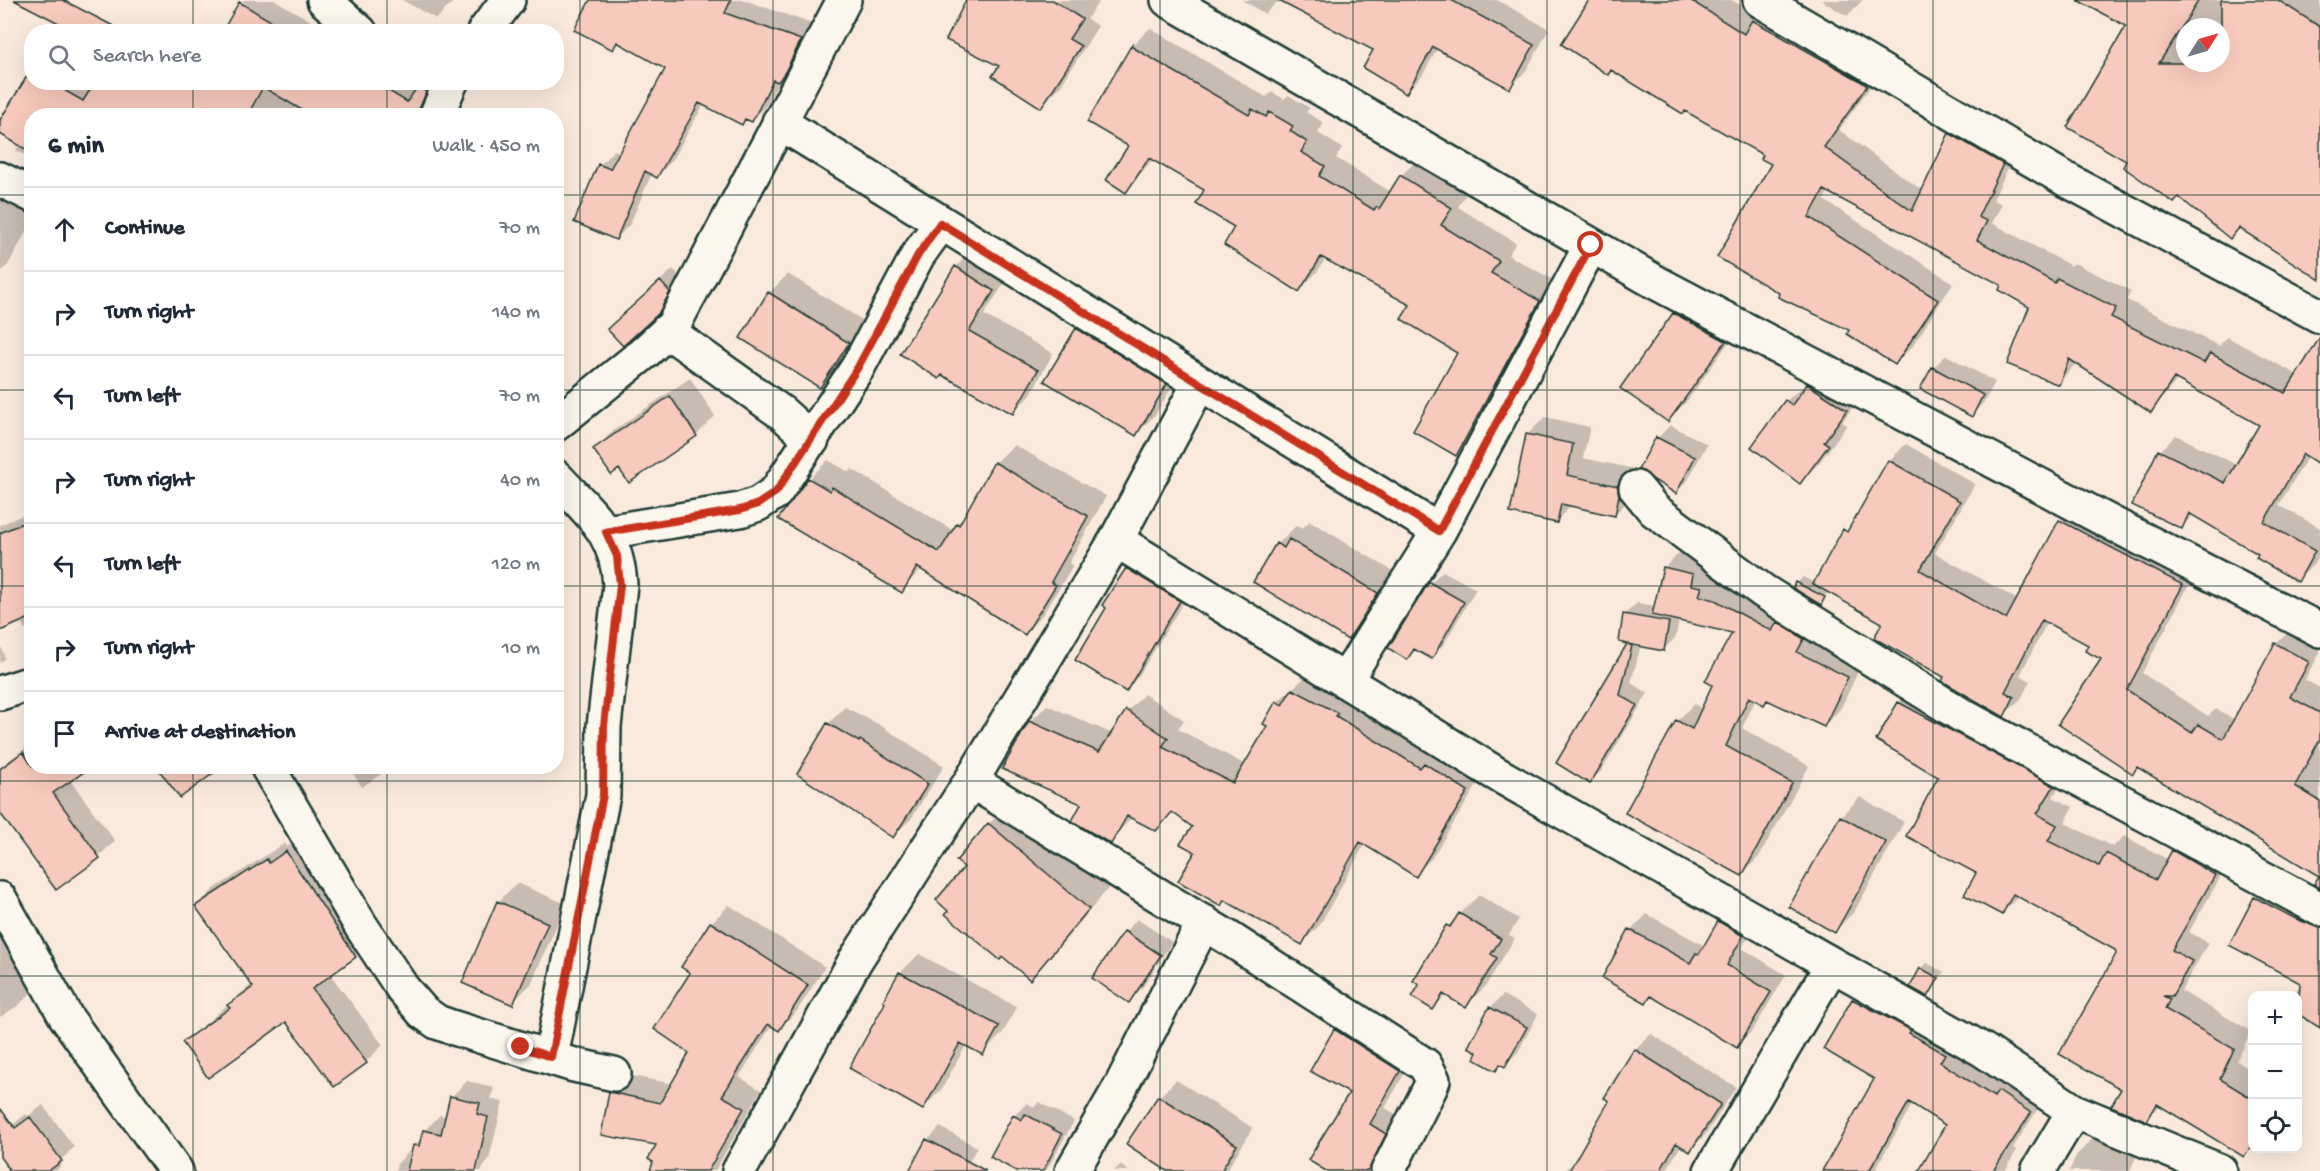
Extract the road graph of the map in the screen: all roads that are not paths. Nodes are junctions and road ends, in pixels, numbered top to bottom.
1 (324, 0) edge
2 (508, 0) edge
3 (844, 0) edge
4 (1168, 0) edge
5 (1760, 0) edge
6 (351, 24) edge
7 (490, 24) edge
8 (447, 90) edge
9 (440, 108) edge
10 (780, 122) junction
11 (0, 179) edge
12 (24, 191) edge
13 (940, 223) junction
14 (1591, 245) junction
15 (2320, 316) edge
16 (668, 331) junction
17 (1199, 384) junction
18 (564, 417) edge
19 (812, 440) junction
20 (564, 486) edge
21 (1636, 488) dead end
22 (1439, 531) junction
23 (606, 532) junction
24 (1116, 540) junction
25 (2320, 630) edge
26 (1345, 681) junction
27 (24, 686) edge
28 (0, 693) edge
29 (272, 774) edge
30 (971, 781) junction
31 (0, 899) edge
32 (2320, 909) edge
33 (1204, 922) junction
34 (1832, 965) junction
35 (551, 1057) junction
36 (614, 1074) dead end
37 (2074, 1111) junction
38 (176, 1171) edge
39 (739, 1171) edge
40 (1072, 1171) edge
41 (1388, 1171) edge
42 (1711, 1171) edge
43 (2038, 1171) edge
44 (2220, 1171) edge

1 - 6 street
2 - 7 street
3 - 10 street
4 - 14 street
5 - 15 street
8 - 9 street
10 - 13 street
10 - 16 street
11 - 12 street
13 - 17 street
13 - 19 street
14 - 22 street
14 - 25 street
16 - 18 street
16 - 19 street
17 - 22 street
17 - 24 street
19 - 23 street
20 - 23 street
21 - 32 street
22 - 26 street
23 - 35 street
24 - 26 street
24 - 30 street
26 - 34 street
27 - 28 street
29 - 35 street
30 - 33 street
30 - 39 street
31 - 38 street
33 - 40 street
33 - 41 street
34 - 37 street
34 - 42 street
35 - 36 street
37 - 43 street
37 - 44 street

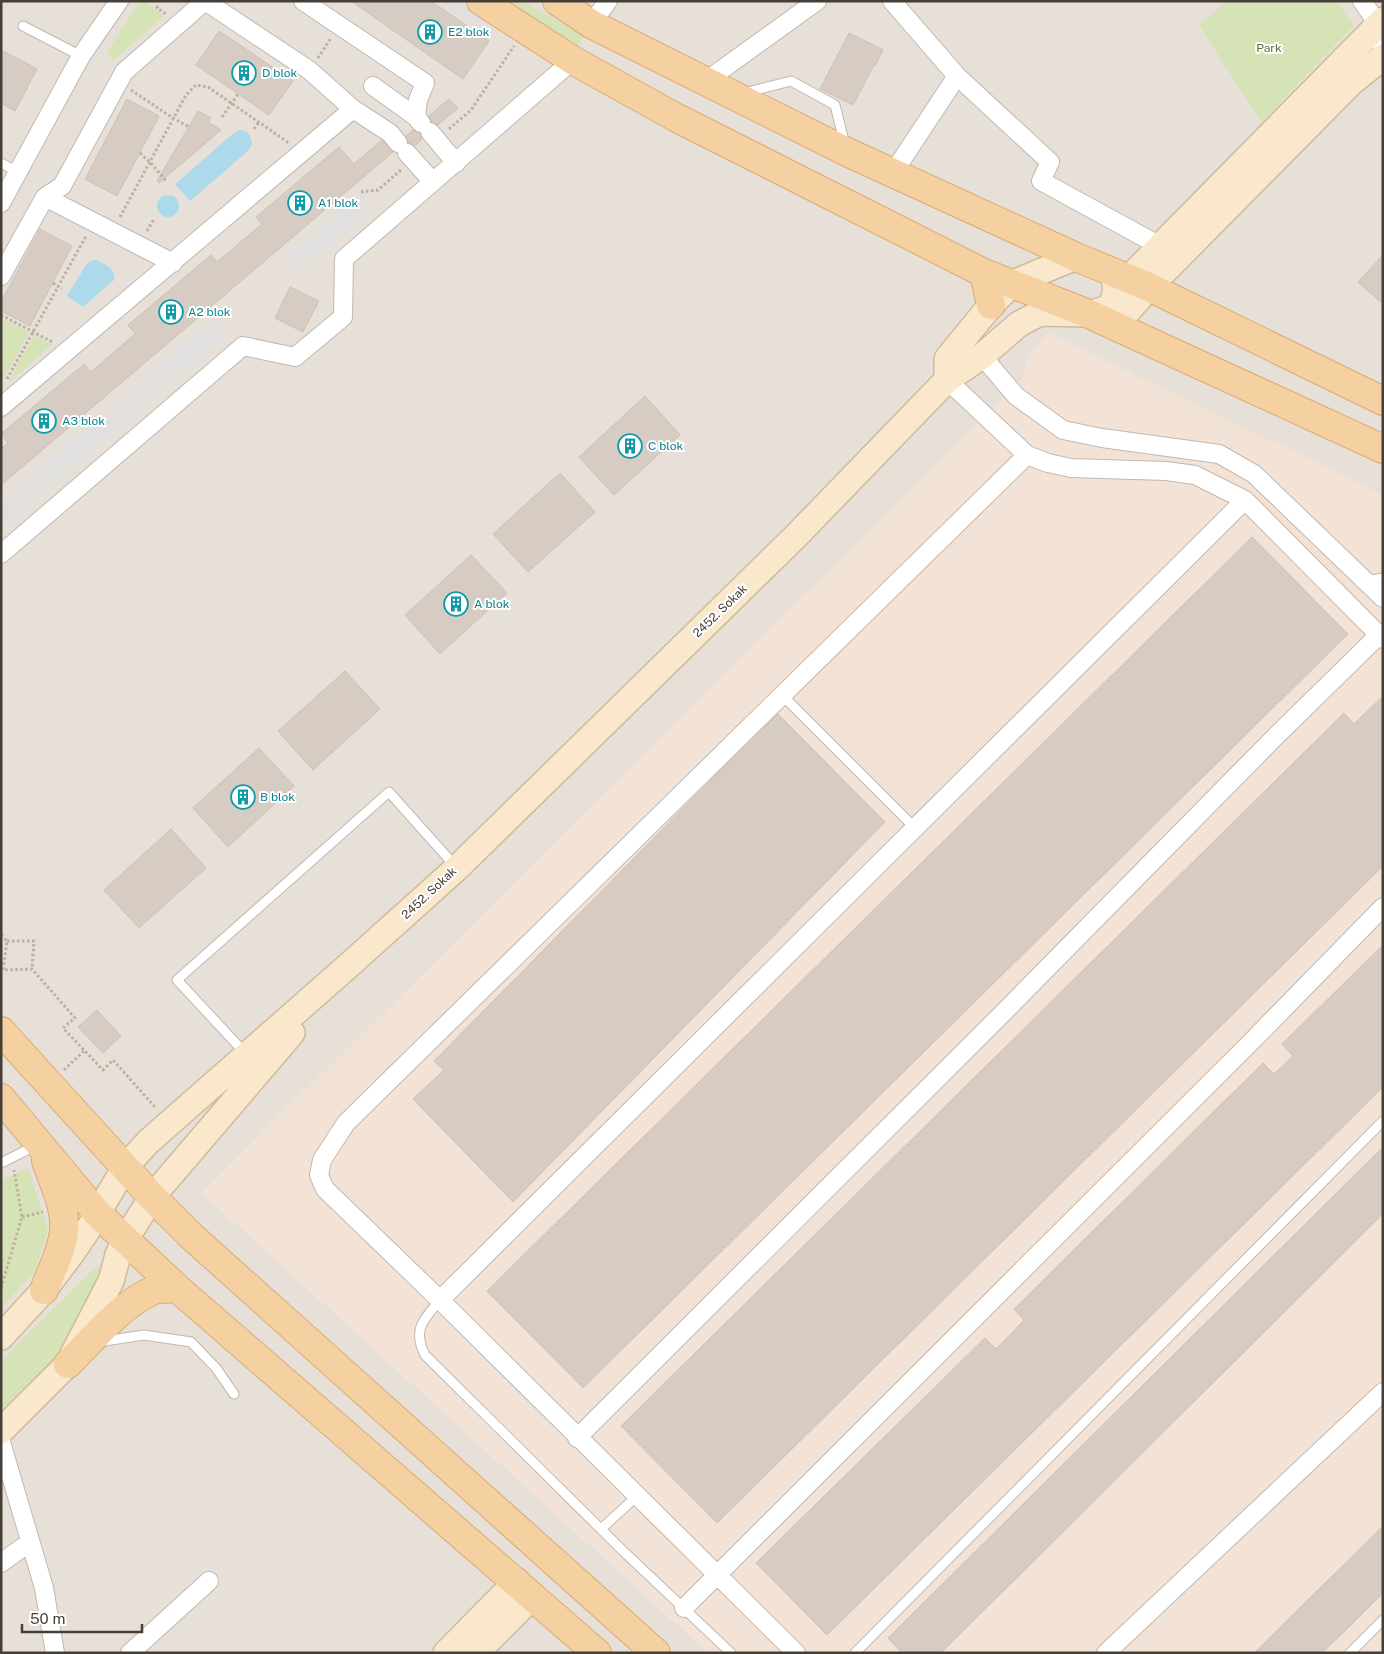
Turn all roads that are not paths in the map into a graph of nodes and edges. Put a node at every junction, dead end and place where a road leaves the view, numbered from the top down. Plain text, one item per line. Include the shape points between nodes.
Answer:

Your goal: All of the entries above need to be repeated exactly, minus the pictures.

Final answer:
Extract the road graph of the map in the screen: all roads that are not paths. Nodes are junctions and road ends, in pixels, numbered top to bottom.
1 (324, 0) edge
2 (508, 0) edge
3 (844, 0) edge
4 (1168, 0) edge
5 (1760, 0) edge
6 (351, 24) edge
7 (490, 24) edge
8 (447, 90) edge
9 (440, 108) edge
10 (780, 122) junction
11 (0, 179) edge
12 (24, 191) edge
13 (940, 223) junction
14 (1591, 245) junction
15 (2320, 316) edge
16 (668, 331) junction
17 (1199, 384) junction
18 (564, 417) edge
19 (812, 440) junction
20 (564, 486) edge
21 (1636, 488) dead end
22 (1439, 531) junction
23 (606, 532) junction
24 (1116, 540) junction
25 (2320, 630) edge
26 (1345, 681) junction
27 (24, 686) edge
28 (0, 693) edge
29 (272, 774) edge
30 (971, 781) junction
31 (0, 899) edge
32 (2320, 909) edge
33 (1204, 922) junction
34 (1832, 965) junction
35 (551, 1057) junction
36 (614, 1074) dead end
37 (2074, 1111) junction
38 (176, 1171) edge
39 (739, 1171) edge
40 (1072, 1171) edge
41 (1388, 1171) edge
42 (1711, 1171) edge
43 (2038, 1171) edge
44 (2220, 1171) edge

1 - 6 street
2 - 7 street
3 - 10 street
4 - 14 street
5 - 15 street
8 - 9 street
10 - 13 street
10 - 16 street
11 - 12 street
13 - 17 street
13 - 19 street
14 - 22 street
14 - 25 street
16 - 18 street
16 - 19 street
17 - 22 street
17 - 24 street
19 - 23 street
20 - 23 street
21 - 32 street
22 - 26 street
23 - 35 street
24 - 26 street
24 - 30 street
26 - 34 street
27 - 28 street
29 - 35 street
30 - 33 street
30 - 39 street
31 - 38 street
33 - 40 street
33 - 41 street
34 - 37 street
34 - 42 street
35 - 36 street
37 - 43 street
37 - 44 street

Turn all roads that are not paths in the map into a graph of nodes and edges. Put a node at every junction, dead end and place where a road leaves the view, numbered from the top down. Plain text, one item per line. Include the shape points between nodes.
Answer:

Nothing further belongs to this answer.